Przemoc domowa w trakcie Euro: zastraszające statystyki

„Nie wszyscy nie mogą doczekać się dzisiejszego meczu”. Taki wpis zamieścił na swoich mediach społecznościowych National Centre for Domestic Violence (tłum. narodowe centrum do spraw przemocy domowej). Organizacja działająca w Wielkiej Brytanii opublikowała zastraszające statystyki. Okazuje się, że liczba przypadków przemocy domowej wzrasta tam o 26 proc., kiedy gra Anglia. Kiedy jednak przegrywa, ta liczba rośnie do 38 procent. Kampania NCDV poruszyła bardzo ważny problem i pokazała, że zawody piłkarskie to nie dla wszystkich czas do radosnego kibicowania i świętowania.

Dlaczego przemoc domowa rośnie w trakcie Euro? Badania przeprowadzone przez londyński instytut badawczy Centre for Economic Performance wykazały, że mecze zwiększają ryzyko przemocy domowej. Naukowcy doszli do wniosku, że chociaż przemoc zmniejszała się podczas dwugodzinnego meczu, to tuż po zakończonej grze znacznie wzrastała. Szczyt miał następować 10-12 godzin po meczu. Raport wydany przez Her Majesty’s Inspectorate of Constabulary and Fire & Rescue Services (tłum. Inspektorat Służby Pożarnej i Ratownictwa Jej Królewskiej Mości) wykazał, że 1,6 mln kobiet w Anglii i Walii doświadczyło przemocy domowej w ciągu roku.

Wiemy, że przemoc domowa nasila się, gdy odbywają się duże mecze piłki nożnej i chociaż wszyscy chcemy, aby Anglia wygrała, musimy pamiętać o tych, dla których „wraca do domu” jest zagrożeniem, któremu często towarzyszy alkohol i przemoc – powiedział Lord Wolfson, członek Izby Lordów.

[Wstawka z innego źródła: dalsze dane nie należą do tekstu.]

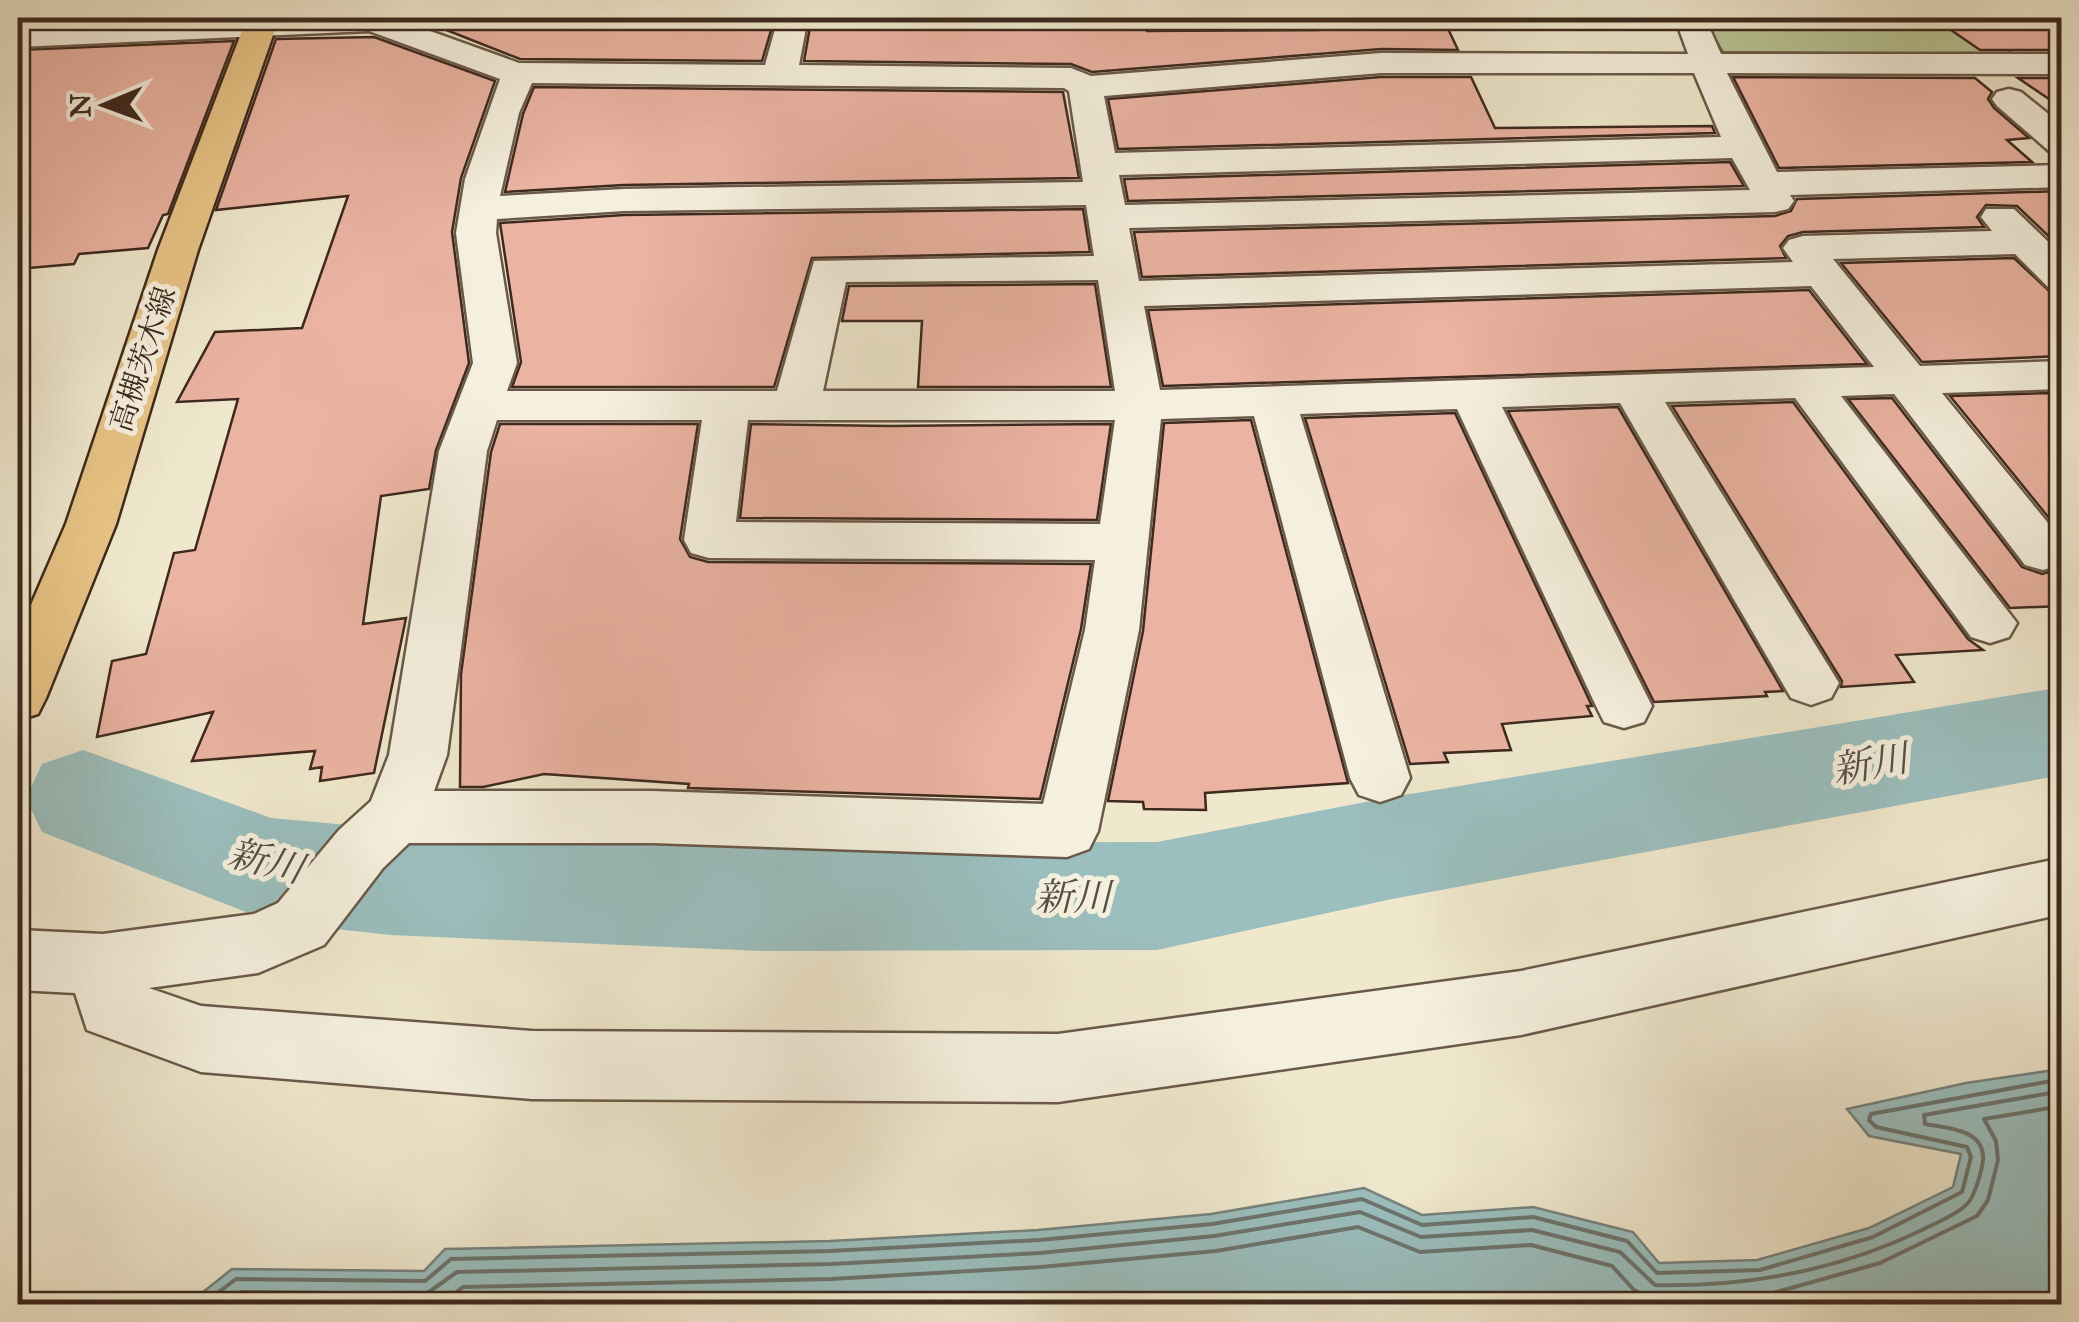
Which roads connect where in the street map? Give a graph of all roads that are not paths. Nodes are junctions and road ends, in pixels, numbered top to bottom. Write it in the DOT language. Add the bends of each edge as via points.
graph roads {
  1 [pos="794,18"];
  2 [pos="1690,18"];
  3 [pos="262,24"];
  4 [pos="75,27"];
  5 [pos="18,37"];
  6 [pos="2062,64"];
  7 [pos="519,72"];
  8 [pos="778,78"];
  9 [pos="1713,78"];
  10 [pos="1085,87"];
  11 [pos="1849,97"];
  12 [pos="2062,99"];
  13 [pos="2062,144"];
  14 [pos="1744,147"];
  15 [pos="1508,154"];
  16 [pos="2062,176"];
  17 [pos="1770,192"];
  18 [pos="1537,207"];
  19 [pos="480,209"];
  20 [pos="1996,212"];
  21 [pos="1109,228"];
  22 [pos="2024,242"];
  23 [pos="1813,261"];
  24 [pos="2062,278"];
  25 [pos="2062,374"];
  26 [pos="1907,379"];
  27 [pos="1807,383"];
  28 [pos="1634,388"];
  29 [pos="1473,394"];
  30 [pos="1273,401"];
  31 [pos="727,404"];
  32 [pos="797,404"];
  33 [pos="1140,405"];
  34 [pos="479,406"];
  35 [pos="1123,542"];
  36 [pos="2043,552"];
  37 [pos="1990,622"];
  38 [pos="26,649"];
  39 [pos="1812,683"];
  40 [pos="18,698"];
  41 [pos="1624,706"];
  42 [pos="1380,778"];
  43 [pos="395,817"];
  44 [pos="2062,886"];
  45 [pos="18,960"];
  46 [pos="103,964"];
  1 -- 8 [label="street"];
  2 -- 9 [label="street" via="1702,34"];
  3 -- 4 [label="street"];
  3 -- 7 [label="street" via="396,25 468,60"];
  3 -- 38 [label="main road, 高槻茨木線" via="178,250 92,524"];
  4 -- 5 [label="street"];
  6 -- 9 [label="street"];
  7 -- 8 [label="street"];
  7 -- 19 [label="street" via="502,113"];
  8 -- 10 [label="street" via="1072,78"];
  9 -- 10 [label="street" via="1381,63"];
  9 -- 11 [label="street"];
  9 -- 14 [label="street"];
  10 -- 21 [label="street"];
  12 -- 13 [label="street" via="1992,99"];
  14 -- 15 [label="street"];
  14 -- 17 [label="street"];
  15 -- 18 [label="street"];
  15 -- 21 [label="street"];
  16 -- 17 [label="street"];
  17 -- 18 [label="street"];
  17 -- 23 [label="street"];
  18 -- 21 [label="street"];
  19 -- 21 [label="street" via="624,200"];
  19 -- 34 [label="street" via="476,233 495,363"];
  20 -- 22 [label="street"];
  21 -- 23 [label="street"];
  21 -- 32 [label="street" via="828,270"];
  21 -- 33 [label="street"];
  22 -- 23 [label="street"];
  22 -- 24 [label="street"];
  23 -- 26 [label="street"];
  25 -- 26 [label="street"];
  26 -- 27 [label="street"];
  26 -- 36 [label="street"];
  27 -- 28 [label="street"];
  27 -- 37 [label="street"];
  28 -- 29 [label="street"];
  28 -- 39 [label="street"];
  29 -- 30 [label="street"];
  29 -- 41 [label="street"];
  30 -- 33 [label="street"];
  30 -- 42 [label="street"];
  31 -- 32 [label="street"];
  31 -- 34 [label="street"];
  31 -- 35 [label="street" via="710,540"];
  32 -- 33 [label="street"];
  33 -- 35 [label="street"];
  34 -- 43 [label="street" via="464,451 418,754"];
  35 -- 43 [label="street" via="1112,630 1067,832 652,817"];
  38 -- 40 [label="main road, 高槻茨木線"];
  43 -- 46 [label="street" via="300,924 258,943"];
  44 -- 46 [label="street" via="1522,1003 1058,1068 532,1065 200,1039 112,1007"];
  45 -- 46 [label="street"];
}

Agresywne zachowanie angielskich kibiców

Wczoraj piłkarze Włoch pokonali Anglików w finale Euro 2020. Cały świat mówi dzisiaj jednak o oburzającym zachowaniu angielskich kibiców i piłkarzy. Pod koniec drugiej połowy mecz został chwilowo przerwany. Okazało się, że na murawie stadionu Wembley niespodziewanie pojawił się nieznany mężczyzna. „Kibica” przez dłuższy czas goniło aż czterech porządkowych.

To jednak nie wszystko. Na ulicach Londynu zbierały się burdy kibiców, którzy zachowywali się agresywnie. Ludzie wybijali szyby, rzucali butelkami i dochodziło nawet do bójek. Część kibiców bez biletów próbowała dostać się na finał na stadionie Wembley. W pewnym momencie policja musiała interweniować i pomóc ochronie. Angielscy piłkarze również zaskoczyli swoim zachowaniem. Po finale zawodnikom wręczono srebrne medale za drugie miejsce. Większość Anglików jednak zdejmowała je sobie z szyi już chwilę później. Internauci i dziennikarze sportowi zarzucili piłkarzom brak profesjonalizmu i szacunku do wydarzenia i kibiców. 

Obrzydliwe to ściąganie medali przez Anglików, rzucam klątwę - oby nigdy, przenigdy nic nie wygrali wielkiego z reprą! Niech czekają następne 55 lat na finał i niech znowu przegrają”, napisał na swoim Twitterze dziennikarz sportowy Roman Kołtoń.